* WHAT YOU WILL DO
Set down the entries exactly as they appear, apart from the images, which stay out.

(Stored data entries)
═══

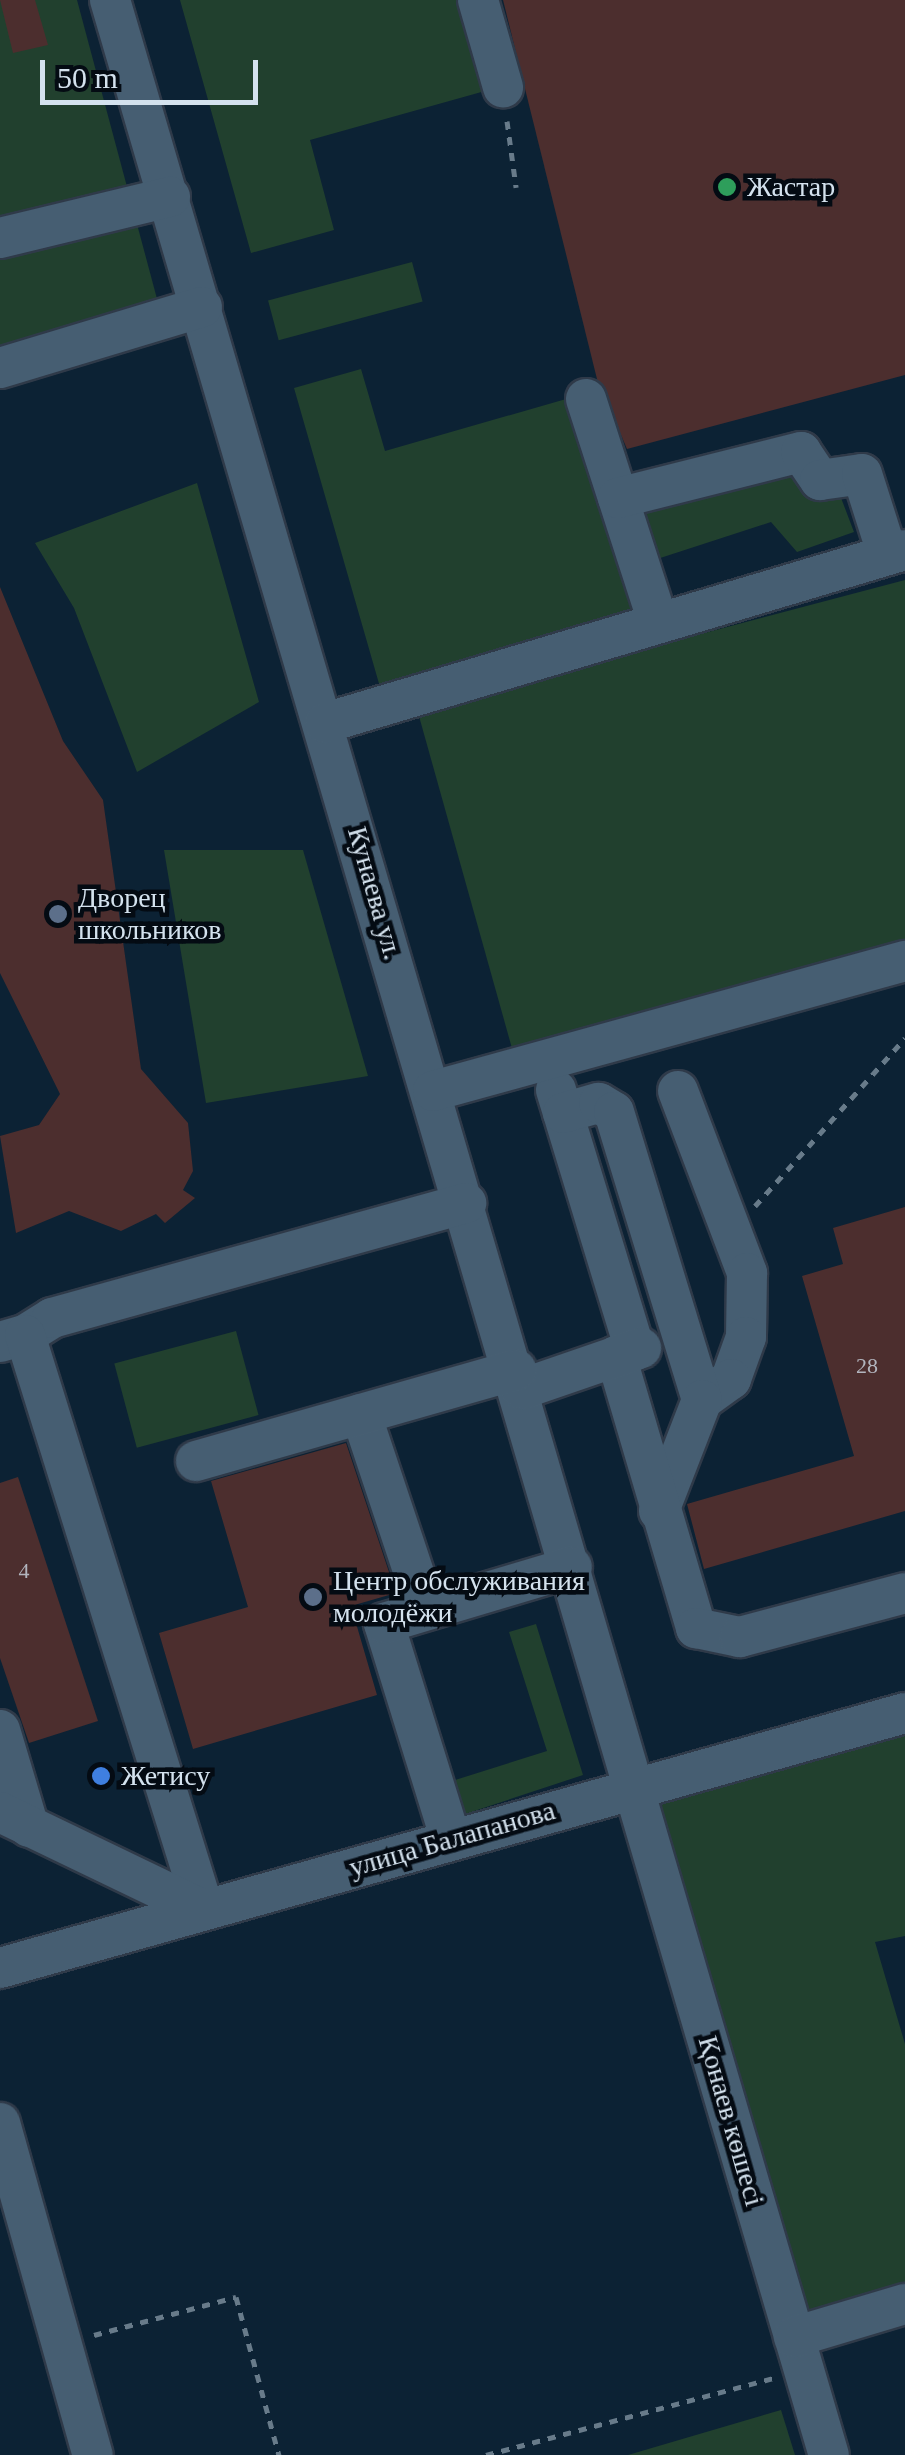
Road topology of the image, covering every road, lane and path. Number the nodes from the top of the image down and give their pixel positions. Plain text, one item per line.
1 (110, 0) edge
2 (478, 0) edge
3 (503, 86) joint
4 (516, 187) dead end
5 (170, 197) junction
6 (0, 238) edge
7 (202, 306) junction
8 (0, 368) edge
9 (586, 398) dead end
10 (618, 498) junction
11 (896, 552) edge
12 (658, 622) junction
13 (325, 723) junction
14 (905, 961) edge
15 (905, 1038) edge
16 (548, 1062) junction
17 (433, 1091) junction
18 (678, 1091) dead end
19 (563, 1113) junction
20 (466, 1203) junction
21 (734, 1231) junction
22 (680, 1334) junction
23 (12, 1339) edge
24 (626, 1353) junction
25 (519, 1380) junction
26 (702, 1400) junction
27 (361, 1414) junction
28 (196, 1461) dead end
29 (659, 1511) junction
30 (572, 1567) junction
31 (905, 1593) edge
32 (425, 1606) junction
33 (905, 1713) edge
34 (0, 1730) edge
35 (636, 1786) junction
36 (15, 1819) edge
37 (451, 1840) junction
38 (204, 1910) junction
39 (0, 1968) edge
40 (0, 2122) edge
41 (18, 2255) edge
42 (905, 2304) edge
43 (62, 2344) junction
44 (799, 2353) junction
45 (93, 2455) edge
46 (279, 2455) edge
47 (486, 2455) edge
48 (829, 2455) edge

1 - 5 street, Кунаева ул.
2 - 3 street
3 - 4 path
5 - 6 street
5 - 7 street, Кунаева ул.
7 - 8 street
7 - 13 street, Кунаева ул.
9 - 10 street
10 - 11 street
10 - 12 street
11 - 12 street
12 - 13 street
13 - 17 street, Кунаева ул.
14 - 16 street
15 - 21 path
16 - 17 street
16 - 19 street
17 - 20 street, Кунаева ул.
18 - 21 street
19 - 22 street
19 - 24 street
20 - 23 street
20 - 25 street, Кунаева ул.
21 - 26 street
22 - 24 street
22 - 26 street
23 - 38 street
24 - 25 street
24 - 29 street
25 - 27 street
25 - 30 street, Кунаева ул.
26 - 29 street
27 - 28 street
27 - 32 street
29 - 31 street
30 - 32 street
30 - 35 street, Кунаева ул.
32 - 37 street
33 - 35 street, улица Балапанова
34 - 36 street
35 - 37 street, улица Балапанова
35 - 44 street, Қонаев көшесі
36 - 38 street
37 - 38 street, улица Балапанова
38 - 39 street, улица Балапанова
40 - 41 street
41 - 43 street
42 - 44 street
43 - 45 street
43 - 46 path
44 - 47 path
44 - 48 street, Қонаев көшесі

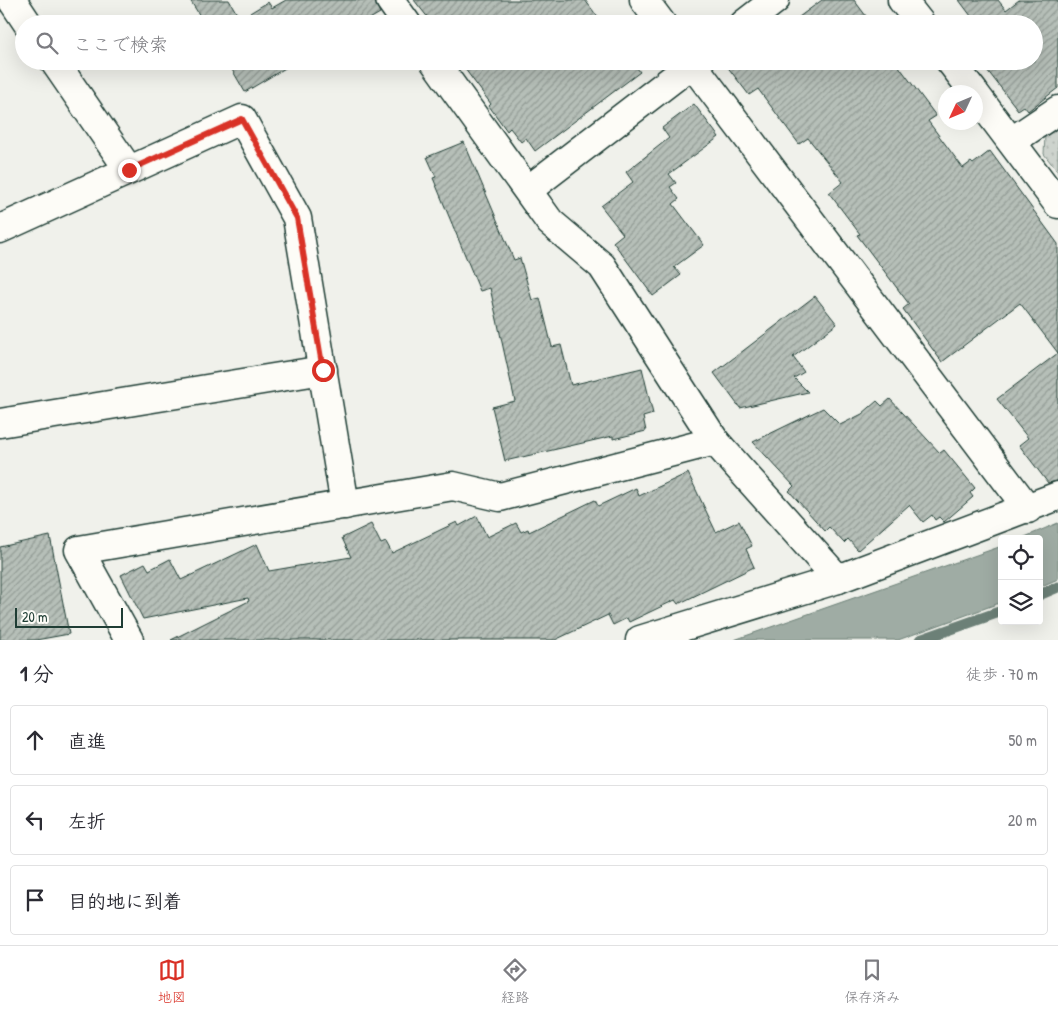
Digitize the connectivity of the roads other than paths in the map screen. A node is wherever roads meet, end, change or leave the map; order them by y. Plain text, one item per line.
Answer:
1 (12, 0) edge
2 (390, 0) edge
3 (644, 0) edge
4 (775, 0) edge
5 (902, 0) edge
6 (22, 15) edge
7 (401, 15) edge
8 (655, 15) edge
9 (756, 15) edge
10 (914, 15) edge
11 (60, 70) edge
12 (441, 70) edge
13 (683, 70) edge
14 (699, 70) edge
15 (957, 70) edge
16 (968, 85) edge
17 (983, 104) edge
18 (1058, 110) edge
19 (1012, 141) junction
20 (129, 170) junction
21 (528, 190) junction
22 (1058, 204) edge
23 (0, 229) edge
24 (323, 370) junction
25 (0, 423) edge
26 (715, 441) junction
27 (1058, 496) edge
28 (345, 505) junction
29 (1028, 509) junction
30 (838, 579) junction
31 (129, 640) edge
32 (640, 640) edge

1 - 6 street
2 - 7 street
3 - 8 street
4 - 9 street
5 - 10 street
11 - 20 street
12 - 21 street
13 - 21 street
14 - 29 street
15 - 16 street
17 - 19 street
18 - 19 street
19 - 22 street
20 - 23 street
20 - 24 street
21 - 26 street
24 - 25 street
24 - 28 street
26 - 28 street
26 - 30 street
27 - 29 street
28 - 31 street
29 - 30 street
30 - 32 street

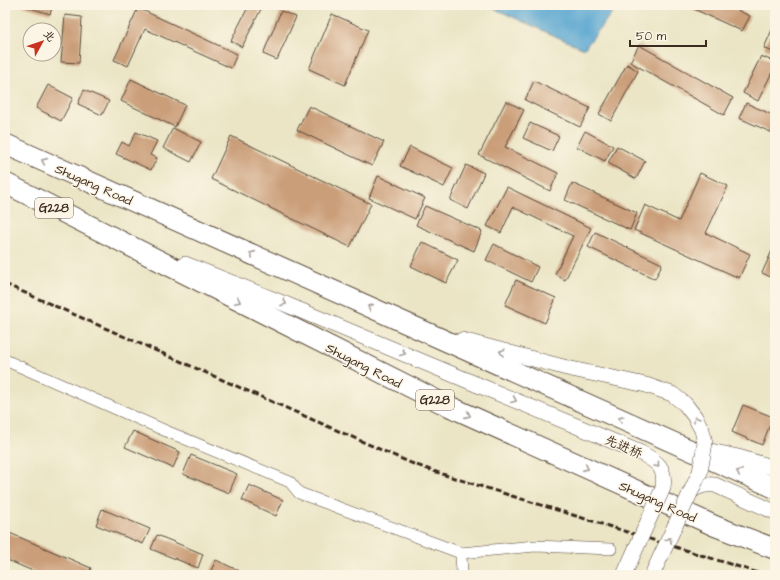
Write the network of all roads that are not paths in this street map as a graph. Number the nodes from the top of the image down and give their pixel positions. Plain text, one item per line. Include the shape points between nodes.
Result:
1 (5, 144) edge
2 (5, 183) edge
3 (104, 233) junction
4 (406, 323) junction
5 (5, 360) edge
6 (676, 444) junction
7 (775, 468) edge
8 (775, 488) edge
9 (690, 492) junction
10 (775, 512) edge
11 (714, 526) junction
12 (611, 549) dead end
13 (775, 549) edge
14 (461, 553) junction
15 (775, 555) edge
16 (462, 575) edge
17 (624, 575) edge
18 (652, 575) edge

4 -> 1 highway, Shugang Road
2 - 3 highway, Shugang Road / G228
3 -> 11 highway, Shugang Road / G228 via 442,403
3 -> 17 main road, 先进桥, bridge via 285,304 642,453 658,464 664,480
6 -> 4 highway, Shugang Road
9 -> 4 main road, bridge via 700,472 705,443 695,416 672,394 507,353
5 - 14 street via 290,482 299,493
6 - 7 main road
8 -> 6 highway, Shugang Road
9 - 10 main road via 706,484 715,485
18 -> 9 main road, bridge
11 - 13 highway, Shugang Road / G228
11 - 15 main road
12 - 14 street via 535,546
14 - 16 street

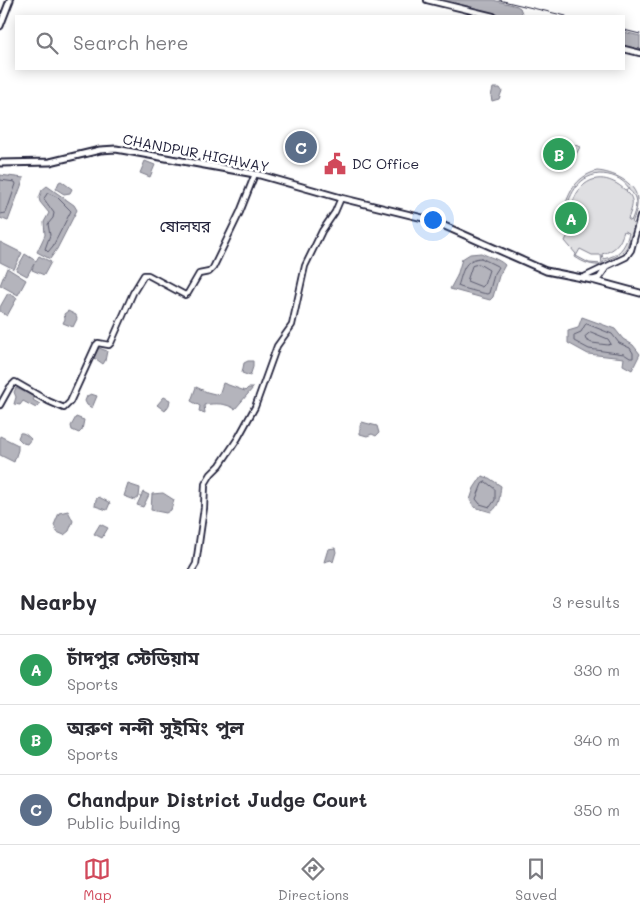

═══

* TASK OUTPUT
Road topology of the image, covering every road, lane and path. Number the nodes from the top of the image down and give their pixel positions. Plain text, one item per line.
1 (110, 0) edge
2 (478, 0) edge
3 (503, 86) joint
4 (516, 187) dead end
5 (170, 197) junction
6 (0, 238) edge
7 (202, 306) junction
8 (0, 368) edge
9 (586, 398) dead end
10 (618, 498) junction
11 (896, 552) edge
12 (658, 622) junction
13 (325, 723) junction
14 (905, 961) edge
15 (905, 1038) edge
16 (548, 1062) junction
17 (433, 1091) junction
18 (678, 1091) dead end
19 (563, 1113) junction
20 (466, 1203) junction
21 (734, 1231) junction
22 (680, 1334) junction
23 (12, 1339) edge
24 (626, 1353) junction
25 (519, 1380) junction
26 (702, 1400) junction
27 (361, 1414) junction
28 (196, 1461) dead end
29 (659, 1511) junction
30 (572, 1567) junction
31 (905, 1593) edge
32 (425, 1606) junction
33 (905, 1713) edge
34 (0, 1730) edge
35 (636, 1786) junction
36 (15, 1819) edge
37 (451, 1840) junction
38 (204, 1910) junction
39 (0, 1968) edge
40 (0, 2122) edge
41 (18, 2255) edge
42 (905, 2304) edge
43 (62, 2344) junction
44 (799, 2353) junction
45 (93, 2455) edge
46 (279, 2455) edge
47 (486, 2455) edge
48 (829, 2455) edge

1 - 5 street, Кунаева ул.
2 - 3 street
3 - 4 path
5 - 6 street
5 - 7 street, Кунаева ул.
7 - 8 street
7 - 13 street, Кунаева ул.
9 - 10 street
10 - 11 street
10 - 12 street
11 - 12 street
12 - 13 street
13 - 17 street, Кунаева ул.
14 - 16 street
15 - 21 path
16 - 17 street
16 - 19 street
17 - 20 street, Кунаева ул.
18 - 21 street
19 - 22 street
19 - 24 street
20 - 23 street
20 - 25 street, Кунаева ул.
21 - 26 street
22 - 24 street
22 - 26 street
23 - 38 street
24 - 25 street
24 - 29 street
25 - 27 street
25 - 30 street, Кунаева ул.
26 - 29 street
27 - 28 street
27 - 32 street
29 - 31 street
30 - 32 street
30 - 35 street, Кунаева ул.
32 - 37 street
33 - 35 street, улица Балапанова
34 - 36 street
35 - 37 street, улица Балапанова
35 - 44 street, Қонаев көшесі
36 - 38 street
37 - 38 street, улица Балапанова
38 - 39 street, улица Балапанова
40 - 41 street
41 - 43 street
42 - 44 street
43 - 45 street
43 - 46 path
44 - 47 path
44 - 48 street, Қонаев көшесі

Digitize the connectivity of the roads other than paths in the map screen. A node is wherever roads meet, end, change or leave the map; order them by y. Plain text, one item per line.
Answer:
1 (12, 0) edge
2 (390, 0) edge
3 (644, 0) edge
4 (775, 0) edge
5 (902, 0) edge
6 (22, 15) edge
7 (401, 15) edge
8 (655, 15) edge
9 (756, 15) edge
10 (914, 15) edge
11 (60, 70) edge
12 (441, 70) edge
13 (683, 70) edge
14 (699, 70) edge
15 (957, 70) edge
16 (968, 85) edge
17 (983, 104) edge
18 (1058, 110) edge
19 (1012, 141) junction
20 (129, 170) junction
21 (528, 190) junction
22 (1058, 204) edge
23 (0, 229) edge
24 (323, 370) junction
25 (0, 423) edge
26 (715, 441) junction
27 (1058, 496) edge
28 (345, 505) junction
29 (1028, 509) junction
30 (838, 579) junction
31 (129, 640) edge
32 (640, 640) edge

1 - 6 street
2 - 7 street
3 - 8 street
4 - 9 street
5 - 10 street
11 - 20 street
12 - 21 street
13 - 21 street
14 - 29 street
15 - 16 street
17 - 19 street
18 - 19 street
19 - 22 street
20 - 23 street
20 - 24 street
21 - 26 street
24 - 25 street
24 - 28 street
26 - 28 street
26 - 30 street
27 - 29 street
28 - 31 street
29 - 30 street
30 - 32 street

Write the network of all roads that are not paths in this street map as a graph. Number the nodes from the top of the image down and give their pixel positions. Plain text, one item per line. Include the shape points between nodes.
Result:
1 (5, 144) edge
2 (5, 183) edge
3 (104, 233) junction
4 (406, 323) junction
5 (5, 360) edge
6 (676, 444) junction
7 (775, 468) edge
8 (775, 488) edge
9 (690, 492) junction
10 (775, 512) edge
11 (714, 526) junction
12 (611, 549) dead end
13 (775, 549) edge
14 (461, 553) junction
15 (775, 555) edge
16 (462, 575) edge
17 (624, 575) edge
18 (652, 575) edge

4 -> 1 highway, Shugang Road
2 - 3 highway, Shugang Road / G228
3 -> 11 highway, Shugang Road / G228 via 442,403
3 -> 17 main road, 先进桥, bridge via 285,304 642,453 658,464 664,480
6 -> 4 highway, Shugang Road
9 -> 4 main road, bridge via 700,472 705,443 695,416 672,394 507,353
5 - 14 street via 290,482 299,493
6 - 7 main road
8 -> 6 highway, Shugang Road
9 - 10 main road via 706,484 715,485
18 -> 9 main road, bridge
11 - 13 highway, Shugang Road / G228
11 - 15 main road
12 - 14 street via 535,546
14 - 16 street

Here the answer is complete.